While I recognize that the next statement might alienate some of my readers, I have to admit that I'm not the biggest NASCAR fan. That fact, however, does not stop me from reporting that a former NASCAR official has sued the racing league for sexual harassment, seeking an astounding $225 million in damages (which makes NASCAR a whole lot more interesting to me). For an HR perspective on this issue, click on over to The HR Capitalist. Meanwhile, the Connecticut Employment Law Blog has some insightful thoughts on companies being fairly stereotyped by their public image.

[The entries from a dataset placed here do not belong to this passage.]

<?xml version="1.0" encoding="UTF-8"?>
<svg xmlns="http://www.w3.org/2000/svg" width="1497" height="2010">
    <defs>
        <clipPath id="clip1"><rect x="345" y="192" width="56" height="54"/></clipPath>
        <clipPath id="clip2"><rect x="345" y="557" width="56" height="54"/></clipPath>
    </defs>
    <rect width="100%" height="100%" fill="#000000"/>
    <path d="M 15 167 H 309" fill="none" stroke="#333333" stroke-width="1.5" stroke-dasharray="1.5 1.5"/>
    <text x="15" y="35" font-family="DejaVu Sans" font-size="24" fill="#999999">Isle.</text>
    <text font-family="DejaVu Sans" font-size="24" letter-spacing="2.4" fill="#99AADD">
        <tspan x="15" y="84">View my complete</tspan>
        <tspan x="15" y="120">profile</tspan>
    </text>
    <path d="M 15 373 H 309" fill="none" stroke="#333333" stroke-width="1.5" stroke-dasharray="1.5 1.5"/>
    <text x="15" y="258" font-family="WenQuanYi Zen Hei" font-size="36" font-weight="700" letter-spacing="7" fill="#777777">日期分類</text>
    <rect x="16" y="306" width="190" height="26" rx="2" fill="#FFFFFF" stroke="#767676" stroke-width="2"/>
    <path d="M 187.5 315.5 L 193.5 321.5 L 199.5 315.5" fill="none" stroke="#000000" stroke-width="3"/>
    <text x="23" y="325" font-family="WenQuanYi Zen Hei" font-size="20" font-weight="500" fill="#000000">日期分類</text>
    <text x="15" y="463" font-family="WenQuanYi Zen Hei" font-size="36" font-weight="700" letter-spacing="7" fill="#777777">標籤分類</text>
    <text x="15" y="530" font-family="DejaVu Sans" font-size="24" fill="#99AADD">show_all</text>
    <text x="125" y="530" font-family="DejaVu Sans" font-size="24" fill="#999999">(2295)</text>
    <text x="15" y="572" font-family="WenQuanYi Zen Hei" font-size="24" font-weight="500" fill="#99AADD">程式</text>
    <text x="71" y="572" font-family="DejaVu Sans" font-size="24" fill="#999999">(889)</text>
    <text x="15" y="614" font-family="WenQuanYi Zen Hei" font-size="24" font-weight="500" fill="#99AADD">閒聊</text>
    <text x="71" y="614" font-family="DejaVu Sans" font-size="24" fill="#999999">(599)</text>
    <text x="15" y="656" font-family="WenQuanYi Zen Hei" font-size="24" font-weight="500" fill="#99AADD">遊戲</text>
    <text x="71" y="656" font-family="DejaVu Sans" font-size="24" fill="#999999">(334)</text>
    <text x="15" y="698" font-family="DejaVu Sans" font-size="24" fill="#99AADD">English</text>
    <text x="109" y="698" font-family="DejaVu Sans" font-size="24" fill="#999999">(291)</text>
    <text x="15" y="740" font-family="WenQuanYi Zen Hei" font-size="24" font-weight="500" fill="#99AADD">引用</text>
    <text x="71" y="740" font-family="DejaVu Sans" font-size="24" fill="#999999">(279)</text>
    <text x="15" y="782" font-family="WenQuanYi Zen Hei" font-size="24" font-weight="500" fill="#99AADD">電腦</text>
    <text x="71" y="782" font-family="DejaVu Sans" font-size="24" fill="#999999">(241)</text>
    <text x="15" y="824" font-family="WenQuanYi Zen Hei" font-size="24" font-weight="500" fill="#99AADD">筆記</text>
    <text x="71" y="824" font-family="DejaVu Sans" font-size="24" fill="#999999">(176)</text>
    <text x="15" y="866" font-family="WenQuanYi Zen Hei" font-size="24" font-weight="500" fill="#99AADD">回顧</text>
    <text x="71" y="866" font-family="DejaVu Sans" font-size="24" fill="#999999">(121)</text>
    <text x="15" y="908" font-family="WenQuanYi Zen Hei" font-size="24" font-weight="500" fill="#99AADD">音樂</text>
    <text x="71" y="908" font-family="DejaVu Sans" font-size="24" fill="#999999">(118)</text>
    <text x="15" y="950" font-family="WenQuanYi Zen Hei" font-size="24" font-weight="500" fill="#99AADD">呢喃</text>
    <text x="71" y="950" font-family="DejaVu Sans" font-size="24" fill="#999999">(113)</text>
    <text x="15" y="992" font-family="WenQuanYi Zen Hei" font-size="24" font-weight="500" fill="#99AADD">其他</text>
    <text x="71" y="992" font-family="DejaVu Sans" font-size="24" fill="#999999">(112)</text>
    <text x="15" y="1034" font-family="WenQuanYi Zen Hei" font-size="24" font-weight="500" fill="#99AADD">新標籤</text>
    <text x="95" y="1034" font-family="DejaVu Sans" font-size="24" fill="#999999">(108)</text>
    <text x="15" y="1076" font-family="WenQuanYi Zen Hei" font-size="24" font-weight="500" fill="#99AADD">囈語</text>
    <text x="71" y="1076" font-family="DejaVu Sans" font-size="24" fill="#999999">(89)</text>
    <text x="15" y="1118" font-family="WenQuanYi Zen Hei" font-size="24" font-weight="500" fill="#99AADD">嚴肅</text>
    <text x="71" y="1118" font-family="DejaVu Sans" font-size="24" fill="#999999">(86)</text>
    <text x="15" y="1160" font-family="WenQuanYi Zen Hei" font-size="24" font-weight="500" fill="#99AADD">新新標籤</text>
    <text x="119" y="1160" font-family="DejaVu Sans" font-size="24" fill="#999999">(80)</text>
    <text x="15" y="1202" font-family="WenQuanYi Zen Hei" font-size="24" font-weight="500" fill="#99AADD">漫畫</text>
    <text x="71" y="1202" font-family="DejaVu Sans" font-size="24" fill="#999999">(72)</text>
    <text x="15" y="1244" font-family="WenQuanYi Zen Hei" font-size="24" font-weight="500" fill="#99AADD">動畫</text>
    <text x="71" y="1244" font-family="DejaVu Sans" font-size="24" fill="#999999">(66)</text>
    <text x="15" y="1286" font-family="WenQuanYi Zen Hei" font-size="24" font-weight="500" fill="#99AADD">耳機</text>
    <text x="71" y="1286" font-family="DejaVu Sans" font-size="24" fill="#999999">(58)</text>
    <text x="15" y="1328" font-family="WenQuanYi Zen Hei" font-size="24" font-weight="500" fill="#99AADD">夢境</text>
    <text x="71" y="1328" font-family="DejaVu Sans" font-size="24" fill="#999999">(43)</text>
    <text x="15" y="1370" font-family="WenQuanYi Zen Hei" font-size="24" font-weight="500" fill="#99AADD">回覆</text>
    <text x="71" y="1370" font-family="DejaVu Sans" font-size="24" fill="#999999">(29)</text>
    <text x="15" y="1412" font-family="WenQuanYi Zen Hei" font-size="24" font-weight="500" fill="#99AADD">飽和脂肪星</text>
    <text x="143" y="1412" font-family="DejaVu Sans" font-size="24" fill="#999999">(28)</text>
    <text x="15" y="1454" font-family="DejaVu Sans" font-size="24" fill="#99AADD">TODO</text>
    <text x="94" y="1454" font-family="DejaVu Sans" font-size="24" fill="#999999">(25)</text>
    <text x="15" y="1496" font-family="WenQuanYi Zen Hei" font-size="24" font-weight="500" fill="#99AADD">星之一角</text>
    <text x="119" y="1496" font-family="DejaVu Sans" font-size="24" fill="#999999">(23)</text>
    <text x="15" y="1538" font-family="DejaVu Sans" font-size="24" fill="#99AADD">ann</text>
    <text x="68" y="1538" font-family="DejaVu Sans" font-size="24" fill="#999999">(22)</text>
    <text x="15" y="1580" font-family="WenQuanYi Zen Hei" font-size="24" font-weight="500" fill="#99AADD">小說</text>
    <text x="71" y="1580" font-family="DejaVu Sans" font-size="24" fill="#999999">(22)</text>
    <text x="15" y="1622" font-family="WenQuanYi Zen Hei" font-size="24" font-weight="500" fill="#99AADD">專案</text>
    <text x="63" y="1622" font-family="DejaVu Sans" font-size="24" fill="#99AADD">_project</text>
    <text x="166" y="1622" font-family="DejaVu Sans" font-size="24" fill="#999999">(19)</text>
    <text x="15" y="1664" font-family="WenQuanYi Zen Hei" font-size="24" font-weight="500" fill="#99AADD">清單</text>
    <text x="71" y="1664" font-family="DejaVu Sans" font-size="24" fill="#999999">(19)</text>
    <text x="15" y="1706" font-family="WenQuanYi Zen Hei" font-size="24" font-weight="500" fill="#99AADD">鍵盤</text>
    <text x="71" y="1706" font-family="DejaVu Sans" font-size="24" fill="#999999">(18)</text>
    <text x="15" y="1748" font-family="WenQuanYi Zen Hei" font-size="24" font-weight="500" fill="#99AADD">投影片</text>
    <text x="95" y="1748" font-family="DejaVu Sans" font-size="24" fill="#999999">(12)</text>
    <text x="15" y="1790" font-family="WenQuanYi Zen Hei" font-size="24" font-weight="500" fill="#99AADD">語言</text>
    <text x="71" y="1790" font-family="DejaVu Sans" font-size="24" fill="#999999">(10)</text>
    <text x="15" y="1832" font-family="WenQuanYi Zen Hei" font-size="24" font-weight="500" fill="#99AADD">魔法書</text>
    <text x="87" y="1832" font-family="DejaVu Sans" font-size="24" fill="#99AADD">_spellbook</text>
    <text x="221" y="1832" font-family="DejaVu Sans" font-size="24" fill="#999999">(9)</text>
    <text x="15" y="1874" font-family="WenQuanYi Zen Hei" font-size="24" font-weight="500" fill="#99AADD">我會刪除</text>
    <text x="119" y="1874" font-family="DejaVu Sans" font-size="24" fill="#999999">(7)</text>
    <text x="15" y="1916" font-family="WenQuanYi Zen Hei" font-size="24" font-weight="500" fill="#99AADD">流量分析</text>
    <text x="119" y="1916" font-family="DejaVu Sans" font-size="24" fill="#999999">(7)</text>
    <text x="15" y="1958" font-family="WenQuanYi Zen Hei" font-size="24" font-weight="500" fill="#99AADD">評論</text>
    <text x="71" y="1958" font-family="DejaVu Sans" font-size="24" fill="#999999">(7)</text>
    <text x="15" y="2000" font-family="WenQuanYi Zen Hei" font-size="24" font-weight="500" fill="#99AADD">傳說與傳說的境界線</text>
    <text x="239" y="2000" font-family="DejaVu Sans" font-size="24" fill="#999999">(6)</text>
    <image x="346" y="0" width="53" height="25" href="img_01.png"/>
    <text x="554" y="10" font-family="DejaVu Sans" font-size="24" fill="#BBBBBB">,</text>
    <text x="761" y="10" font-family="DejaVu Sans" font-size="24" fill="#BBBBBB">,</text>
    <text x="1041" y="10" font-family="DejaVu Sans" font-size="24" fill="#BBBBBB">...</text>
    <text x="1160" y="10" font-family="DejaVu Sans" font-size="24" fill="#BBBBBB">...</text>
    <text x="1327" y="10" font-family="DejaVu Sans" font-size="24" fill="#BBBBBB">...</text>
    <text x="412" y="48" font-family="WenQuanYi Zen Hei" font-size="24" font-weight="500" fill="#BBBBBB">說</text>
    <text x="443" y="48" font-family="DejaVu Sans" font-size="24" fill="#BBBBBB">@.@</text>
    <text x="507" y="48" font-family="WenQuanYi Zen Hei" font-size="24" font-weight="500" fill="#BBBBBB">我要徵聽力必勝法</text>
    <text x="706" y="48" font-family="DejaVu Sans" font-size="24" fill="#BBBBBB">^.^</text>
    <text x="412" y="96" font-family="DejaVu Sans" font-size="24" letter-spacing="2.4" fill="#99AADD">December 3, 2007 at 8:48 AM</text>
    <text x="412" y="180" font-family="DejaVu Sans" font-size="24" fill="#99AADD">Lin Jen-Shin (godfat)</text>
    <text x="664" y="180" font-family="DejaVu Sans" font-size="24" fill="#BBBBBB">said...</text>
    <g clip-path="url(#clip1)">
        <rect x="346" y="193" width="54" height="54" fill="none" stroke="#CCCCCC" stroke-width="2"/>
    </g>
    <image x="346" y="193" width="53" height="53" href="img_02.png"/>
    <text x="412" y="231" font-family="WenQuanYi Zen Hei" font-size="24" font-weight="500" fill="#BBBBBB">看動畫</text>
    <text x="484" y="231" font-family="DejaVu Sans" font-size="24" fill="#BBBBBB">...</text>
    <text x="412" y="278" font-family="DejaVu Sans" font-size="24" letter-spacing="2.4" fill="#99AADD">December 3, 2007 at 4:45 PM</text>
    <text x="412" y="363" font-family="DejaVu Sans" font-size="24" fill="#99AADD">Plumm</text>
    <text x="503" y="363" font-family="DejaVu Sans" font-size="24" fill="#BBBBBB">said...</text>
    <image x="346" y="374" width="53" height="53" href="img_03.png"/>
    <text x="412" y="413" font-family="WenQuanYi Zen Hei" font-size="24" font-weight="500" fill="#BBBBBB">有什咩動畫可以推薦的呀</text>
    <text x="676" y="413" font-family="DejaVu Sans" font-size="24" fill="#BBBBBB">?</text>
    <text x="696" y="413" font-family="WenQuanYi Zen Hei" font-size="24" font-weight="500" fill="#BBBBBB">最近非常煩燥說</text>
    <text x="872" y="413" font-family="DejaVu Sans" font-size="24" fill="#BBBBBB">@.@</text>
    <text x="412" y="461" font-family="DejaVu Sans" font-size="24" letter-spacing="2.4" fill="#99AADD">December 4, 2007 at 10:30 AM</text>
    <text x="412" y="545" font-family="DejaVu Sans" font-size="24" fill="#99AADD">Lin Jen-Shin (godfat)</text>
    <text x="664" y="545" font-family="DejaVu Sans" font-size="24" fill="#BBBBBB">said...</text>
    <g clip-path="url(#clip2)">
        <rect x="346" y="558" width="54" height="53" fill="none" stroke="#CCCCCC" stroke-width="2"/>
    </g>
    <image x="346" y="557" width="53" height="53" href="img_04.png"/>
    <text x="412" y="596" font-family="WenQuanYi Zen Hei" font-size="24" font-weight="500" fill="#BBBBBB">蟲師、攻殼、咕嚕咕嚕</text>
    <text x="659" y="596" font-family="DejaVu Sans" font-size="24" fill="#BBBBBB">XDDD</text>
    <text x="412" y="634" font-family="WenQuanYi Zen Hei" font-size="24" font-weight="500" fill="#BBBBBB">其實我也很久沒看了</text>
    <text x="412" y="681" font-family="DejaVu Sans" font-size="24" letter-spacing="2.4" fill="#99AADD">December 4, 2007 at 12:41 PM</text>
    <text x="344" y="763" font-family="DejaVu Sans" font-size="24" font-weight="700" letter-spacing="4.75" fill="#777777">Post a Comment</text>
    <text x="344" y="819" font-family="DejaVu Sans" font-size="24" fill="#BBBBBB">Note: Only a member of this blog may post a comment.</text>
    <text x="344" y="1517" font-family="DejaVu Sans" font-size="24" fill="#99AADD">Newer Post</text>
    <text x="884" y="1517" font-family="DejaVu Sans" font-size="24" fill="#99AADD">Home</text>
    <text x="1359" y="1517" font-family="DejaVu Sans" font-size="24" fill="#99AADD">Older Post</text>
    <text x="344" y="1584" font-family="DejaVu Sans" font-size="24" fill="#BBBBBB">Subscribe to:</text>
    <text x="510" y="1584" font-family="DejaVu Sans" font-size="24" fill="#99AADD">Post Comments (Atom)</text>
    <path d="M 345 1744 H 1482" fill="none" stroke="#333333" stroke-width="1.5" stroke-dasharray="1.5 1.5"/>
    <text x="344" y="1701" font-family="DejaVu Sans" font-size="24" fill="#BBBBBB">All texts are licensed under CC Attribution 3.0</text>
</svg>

Rush on Business advises that companies should "build an Ark" to avoid employment lawsuit. What does Rush mean? Like Noah, businesses should be proactive in attacking issues before they become a problem that can swamp the company. Some examples include having an effective harassment policy, promptly and accurately documenting performance problems, and reviewing wage and hour compliance.
Recall that in Thompson v. North Am. Stainless, the 6th Circuit went beyond the plain language of Title VII to find a claim for associational retaliation. Jottings by an Employer's Lawyer, the granddaddy of employment law blogs, reports on a case out of the 5th Circuit that came to the exact opposite conclusion under the FMLA.

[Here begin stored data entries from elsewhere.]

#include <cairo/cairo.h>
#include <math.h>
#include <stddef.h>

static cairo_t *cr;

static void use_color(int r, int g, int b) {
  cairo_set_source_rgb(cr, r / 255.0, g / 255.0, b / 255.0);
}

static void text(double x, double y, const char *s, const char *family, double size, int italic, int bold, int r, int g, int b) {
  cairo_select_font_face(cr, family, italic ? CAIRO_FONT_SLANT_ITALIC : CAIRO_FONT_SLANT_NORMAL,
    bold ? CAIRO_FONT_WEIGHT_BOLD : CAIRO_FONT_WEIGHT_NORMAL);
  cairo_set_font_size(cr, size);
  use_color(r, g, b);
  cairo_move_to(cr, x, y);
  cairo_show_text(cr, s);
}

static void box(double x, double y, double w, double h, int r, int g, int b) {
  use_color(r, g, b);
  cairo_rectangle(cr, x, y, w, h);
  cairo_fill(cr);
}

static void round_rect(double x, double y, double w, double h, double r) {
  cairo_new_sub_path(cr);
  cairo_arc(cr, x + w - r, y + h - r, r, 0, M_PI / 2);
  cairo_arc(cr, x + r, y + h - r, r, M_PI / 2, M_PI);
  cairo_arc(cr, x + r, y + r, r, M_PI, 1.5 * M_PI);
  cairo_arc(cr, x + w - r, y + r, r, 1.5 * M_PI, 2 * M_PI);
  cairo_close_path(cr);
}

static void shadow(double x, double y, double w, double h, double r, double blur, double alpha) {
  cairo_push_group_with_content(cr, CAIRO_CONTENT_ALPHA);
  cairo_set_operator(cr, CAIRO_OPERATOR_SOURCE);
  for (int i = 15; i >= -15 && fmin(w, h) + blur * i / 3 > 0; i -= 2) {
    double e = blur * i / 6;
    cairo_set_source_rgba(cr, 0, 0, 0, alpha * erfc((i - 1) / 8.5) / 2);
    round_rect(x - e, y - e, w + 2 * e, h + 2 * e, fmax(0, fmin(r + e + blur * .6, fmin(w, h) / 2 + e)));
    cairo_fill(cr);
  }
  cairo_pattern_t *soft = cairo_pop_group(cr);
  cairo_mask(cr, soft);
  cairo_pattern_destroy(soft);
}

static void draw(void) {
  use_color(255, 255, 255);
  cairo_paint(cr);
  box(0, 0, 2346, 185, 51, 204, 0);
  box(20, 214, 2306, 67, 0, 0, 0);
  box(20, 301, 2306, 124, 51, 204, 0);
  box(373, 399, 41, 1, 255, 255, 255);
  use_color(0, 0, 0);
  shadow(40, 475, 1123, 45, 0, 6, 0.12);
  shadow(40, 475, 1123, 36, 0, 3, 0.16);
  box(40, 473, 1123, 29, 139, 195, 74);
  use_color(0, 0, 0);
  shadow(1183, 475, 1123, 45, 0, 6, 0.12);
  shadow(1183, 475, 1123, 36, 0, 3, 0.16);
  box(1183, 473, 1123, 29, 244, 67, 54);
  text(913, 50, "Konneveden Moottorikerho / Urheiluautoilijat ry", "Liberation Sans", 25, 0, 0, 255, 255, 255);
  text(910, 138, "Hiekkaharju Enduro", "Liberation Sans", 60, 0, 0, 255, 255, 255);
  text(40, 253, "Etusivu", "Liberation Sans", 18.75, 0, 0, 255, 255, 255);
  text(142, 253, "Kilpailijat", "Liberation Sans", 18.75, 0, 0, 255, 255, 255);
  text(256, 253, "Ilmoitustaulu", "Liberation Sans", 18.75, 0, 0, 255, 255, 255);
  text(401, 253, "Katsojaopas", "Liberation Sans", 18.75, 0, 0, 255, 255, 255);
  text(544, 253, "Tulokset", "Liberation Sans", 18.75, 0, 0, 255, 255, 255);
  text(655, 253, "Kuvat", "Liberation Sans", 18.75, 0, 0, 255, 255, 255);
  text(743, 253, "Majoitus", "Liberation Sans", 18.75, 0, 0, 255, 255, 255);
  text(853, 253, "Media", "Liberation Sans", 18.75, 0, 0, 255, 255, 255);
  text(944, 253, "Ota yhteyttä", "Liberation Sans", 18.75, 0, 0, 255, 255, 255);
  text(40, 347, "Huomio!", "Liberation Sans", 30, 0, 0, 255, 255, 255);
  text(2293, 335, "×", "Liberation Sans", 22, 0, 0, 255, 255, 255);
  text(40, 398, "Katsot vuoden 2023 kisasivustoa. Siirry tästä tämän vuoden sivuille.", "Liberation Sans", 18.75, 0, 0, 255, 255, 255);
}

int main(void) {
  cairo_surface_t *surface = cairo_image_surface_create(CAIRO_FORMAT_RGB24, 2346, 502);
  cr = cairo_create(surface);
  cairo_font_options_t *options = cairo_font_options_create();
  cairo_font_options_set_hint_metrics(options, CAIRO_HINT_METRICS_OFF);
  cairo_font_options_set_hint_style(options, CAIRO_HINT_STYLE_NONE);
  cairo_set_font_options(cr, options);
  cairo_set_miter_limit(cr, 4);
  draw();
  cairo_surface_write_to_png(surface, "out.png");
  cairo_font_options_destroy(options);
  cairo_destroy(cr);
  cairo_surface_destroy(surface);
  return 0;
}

The Delaware Employment Law Blog observes that in employment disputes, simply providing an employees a forum to air their grievances can often stave off a lawsuit.
The Pennsylvania Labor & Employment Blog reports on Klopfenstein v. National Sales & Supply, in which a Pennsylvania federal court found that the act of getting coffee is not gender specific and therefore cannot form the basis for a sexual harassment claim.
Finally, this week brings us a trio of thoughful articles on preventing and avoiding retaliation claims: the Labor & Employment Law Blog on training supervisors to avoid retaliation claims; BLR's HR Daily Advisor on how not to be blindsided by a retaliation claim, and BLR's HR Daily Advisor on rules to prevent retaliation.